Data provided:
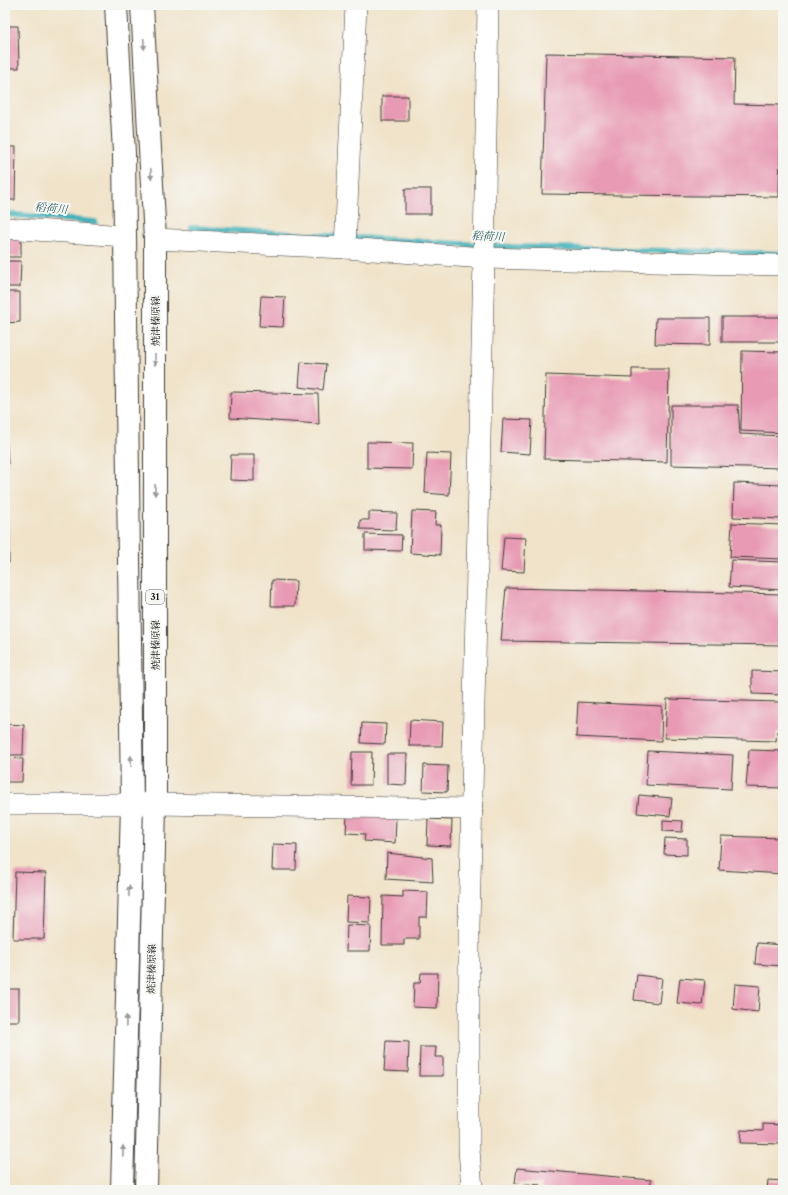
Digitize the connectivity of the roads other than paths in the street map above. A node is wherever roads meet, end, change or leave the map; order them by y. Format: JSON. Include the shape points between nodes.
{"nodes":[{"id":1,"x":116,"y":5,"type":"edge"},
{"id":2,"x":142,"y":5,"type":"edge"},
{"id":3,"x":356,"y":5,"type":"edge"},
{"id":4,"x":488,"y":5,"type":"edge"},
{"id":5,"x":5,"y":228,"type":"edge"},
{"id":6,"x":125,"y":236,"type":"junction"},
{"id":7,"x":155,"y":239,"type":"junction"},
{"id":8,"x":345,"y":247,"type":"junction"},
{"id":9,"x":484,"y":253,"type":"junction"},
{"id":10,"x":783,"y":265,"type":"edge"},
{"id":11,"x":5,"y":804,"type":"edge"},
{"id":12,"x":132,"y":804,"type":"junction"},
{"id":13,"x":155,"y":804,"type":"junction"},
{"id":14,"x":472,"y":809,"type":"junction"},
{"id":15,"x":122,"y":1190,"type":"edge"},
{"id":16,"x":146,"y":1190,"type":"edge"},
{"id":17,"x":472,"y":1190,"type":"edge"}],
"edges":[{"from":1,"to":6,"type":"main road","via":[[124,153]]},
{"from":2,"to":7,"type":"main road","name":"焼津榛原線","number":"31","one_way":true},
{"from":3,"to":8,"type":"street"},
{"from":4,"to":9,"type":"street"},
{"from":5,"to":6,"type":"street"},
{"from":12,"to":6,"type":"main road","one_way":true},
{"from":7,"to":8,"type":"street"},
{"from":7,"to":13,"type":"main road","name":"焼津榛原線","number":"31","one_way":true},
{"from":8,"to":9,"type":"street"},
{"from":9,"to":10,"type":"street"},
{"from":9,"to":14,"type":"street"},
{"from":11,"to":12,"type":"street"},
{"from":12,"to":13,"type":"street"},
{"from":15,"to":12,"type":"main road","one_way":true},
{"from":13,"to":14,"type":"street"},
{"from":13,"to":16,"type":"main road","name":"焼津榛原線","number":"31"},
{"from":14,"to":17,"type":"street","via":[[469,1149]]}]}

What is required: Copy out all the data above exactly, minus the images.

Response to the exercise:
Digitize the connectivity of the roads other than paths in the street map above. A node is wherever roads meet, end, change or leave the map; order them by y. Format: JSON. Include the shape points between nodes.
{"nodes":[{"id":1,"x":116,"y":5,"type":"edge"},
{"id":2,"x":142,"y":5,"type":"edge"},
{"id":3,"x":356,"y":5,"type":"edge"},
{"id":4,"x":488,"y":5,"type":"edge"},
{"id":5,"x":5,"y":228,"type":"edge"},
{"id":6,"x":125,"y":236,"type":"junction"},
{"id":7,"x":155,"y":239,"type":"junction"},
{"id":8,"x":345,"y":247,"type":"junction"},
{"id":9,"x":484,"y":253,"type":"junction"},
{"id":10,"x":783,"y":265,"type":"edge"},
{"id":11,"x":5,"y":804,"type":"edge"},
{"id":12,"x":132,"y":804,"type":"junction"},
{"id":13,"x":155,"y":804,"type":"junction"},
{"id":14,"x":472,"y":809,"type":"junction"},
{"id":15,"x":122,"y":1190,"type":"edge"},
{"id":16,"x":146,"y":1190,"type":"edge"},
{"id":17,"x":472,"y":1190,"type":"edge"}],
"edges":[{"from":1,"to":6,"type":"main road","via":[[124,153]]},
{"from":2,"to":7,"type":"main road","name":"焼津榛原線","number":"31","one_way":true},
{"from":3,"to":8,"type":"street"},
{"from":4,"to":9,"type":"street"},
{"from":5,"to":6,"type":"street"},
{"from":12,"to":6,"type":"main road","one_way":true},
{"from":7,"to":8,"type":"street"},
{"from":7,"to":13,"type":"main road","name":"焼津榛原線","number":"31","one_way":true},
{"from":8,"to":9,"type":"street"},
{"from":9,"to":10,"type":"street"},
{"from":9,"to":14,"type":"street"},
{"from":11,"to":12,"type":"street"},
{"from":12,"to":13,"type":"street"},
{"from":15,"to":12,"type":"main road","one_way":true},
{"from":13,"to":14,"type":"street"},
{"from":13,"to":16,"type":"main road","name":"焼津榛原線","number":"31"},
{"from":14,"to":17,"type":"street","via":[[469,1149]]}]}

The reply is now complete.